Workflow Integration & Parameters

• Solubility: Dissolve in DMSO at >19.17 mg/mL, ethanol at >31.3 mg/mL, or water at >5.91 mg/mL with sonication.
• Storage: Store solid at -20°C; use freshly prepared solutions for experiments.
• Cell Culture: Use at up to 10 mM with minimal cytotoxicity.
• In Vivo: Intraperitoneal injection at 50 mg/kg in mice; monitor for specific endpoints (e.g., bone metastasis, neurotoxicity).
• Controls: Include non-selective or inactive cathepsin inhibitors to validate specificity.
• For comprehensive protocols, see this practical guide, which this article updates by integrating recent necroptosis pathway findings.

Conclusion & Outlook

CA-074, available from APExBIO (SKU A1926), remains the gold standard for selective cathepsin B inhibition in cancer, neurobiology, and immunology research.
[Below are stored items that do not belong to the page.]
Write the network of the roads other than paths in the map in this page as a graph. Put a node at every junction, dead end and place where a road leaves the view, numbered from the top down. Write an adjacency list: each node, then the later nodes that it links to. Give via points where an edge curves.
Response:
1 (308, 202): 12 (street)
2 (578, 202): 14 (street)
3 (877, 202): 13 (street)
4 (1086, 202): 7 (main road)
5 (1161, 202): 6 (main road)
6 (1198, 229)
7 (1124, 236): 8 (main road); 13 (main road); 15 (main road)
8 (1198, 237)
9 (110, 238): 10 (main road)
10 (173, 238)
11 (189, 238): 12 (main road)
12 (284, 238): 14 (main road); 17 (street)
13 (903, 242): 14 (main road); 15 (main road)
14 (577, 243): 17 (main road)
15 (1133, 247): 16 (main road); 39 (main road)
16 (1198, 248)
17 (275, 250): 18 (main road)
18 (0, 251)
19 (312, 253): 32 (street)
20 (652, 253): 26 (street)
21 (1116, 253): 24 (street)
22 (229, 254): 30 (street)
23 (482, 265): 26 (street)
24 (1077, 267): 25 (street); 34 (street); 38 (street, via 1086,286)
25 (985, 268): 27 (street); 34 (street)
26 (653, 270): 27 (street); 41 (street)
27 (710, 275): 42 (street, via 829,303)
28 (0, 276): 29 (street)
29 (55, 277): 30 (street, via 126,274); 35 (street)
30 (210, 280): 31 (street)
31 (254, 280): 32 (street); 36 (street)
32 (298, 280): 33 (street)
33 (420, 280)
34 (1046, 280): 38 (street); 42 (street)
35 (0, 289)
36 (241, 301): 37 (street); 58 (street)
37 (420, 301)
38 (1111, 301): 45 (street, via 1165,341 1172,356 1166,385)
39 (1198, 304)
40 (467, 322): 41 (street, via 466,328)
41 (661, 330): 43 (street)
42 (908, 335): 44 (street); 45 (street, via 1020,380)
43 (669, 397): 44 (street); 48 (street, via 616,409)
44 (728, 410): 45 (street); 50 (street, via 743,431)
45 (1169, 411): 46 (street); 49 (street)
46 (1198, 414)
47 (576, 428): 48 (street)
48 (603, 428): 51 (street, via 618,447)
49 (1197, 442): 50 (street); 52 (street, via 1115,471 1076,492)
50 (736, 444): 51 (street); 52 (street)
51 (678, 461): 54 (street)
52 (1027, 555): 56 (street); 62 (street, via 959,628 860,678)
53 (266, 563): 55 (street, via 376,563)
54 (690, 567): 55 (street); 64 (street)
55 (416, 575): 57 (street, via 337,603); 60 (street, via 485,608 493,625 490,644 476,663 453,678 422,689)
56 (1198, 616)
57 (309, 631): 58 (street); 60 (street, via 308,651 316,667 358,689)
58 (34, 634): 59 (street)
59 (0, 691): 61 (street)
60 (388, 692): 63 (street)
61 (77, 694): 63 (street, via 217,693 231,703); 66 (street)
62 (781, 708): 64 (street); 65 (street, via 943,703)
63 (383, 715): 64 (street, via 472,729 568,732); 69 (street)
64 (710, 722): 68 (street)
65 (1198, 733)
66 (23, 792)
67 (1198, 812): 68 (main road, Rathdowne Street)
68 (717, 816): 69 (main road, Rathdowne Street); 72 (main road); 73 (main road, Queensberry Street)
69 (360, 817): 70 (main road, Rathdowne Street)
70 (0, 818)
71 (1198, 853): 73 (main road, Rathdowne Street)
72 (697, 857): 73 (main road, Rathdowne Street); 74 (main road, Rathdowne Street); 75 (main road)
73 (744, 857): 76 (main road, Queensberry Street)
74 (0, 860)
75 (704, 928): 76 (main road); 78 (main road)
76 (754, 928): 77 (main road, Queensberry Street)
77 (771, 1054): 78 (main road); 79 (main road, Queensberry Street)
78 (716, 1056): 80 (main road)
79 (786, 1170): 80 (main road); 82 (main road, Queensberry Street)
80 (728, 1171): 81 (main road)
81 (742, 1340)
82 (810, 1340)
Its nanomolar potency, high selectivity, and robust in vitro and in vivo benchmarks ensure reliable dissection of cathepsin B–dependent pathways. Recent advances in regulated cell death and immune modulation further underscore CA-074's relevance. Ongoing research will clarify its therapeutic potential and inform next-generation inhibitor development.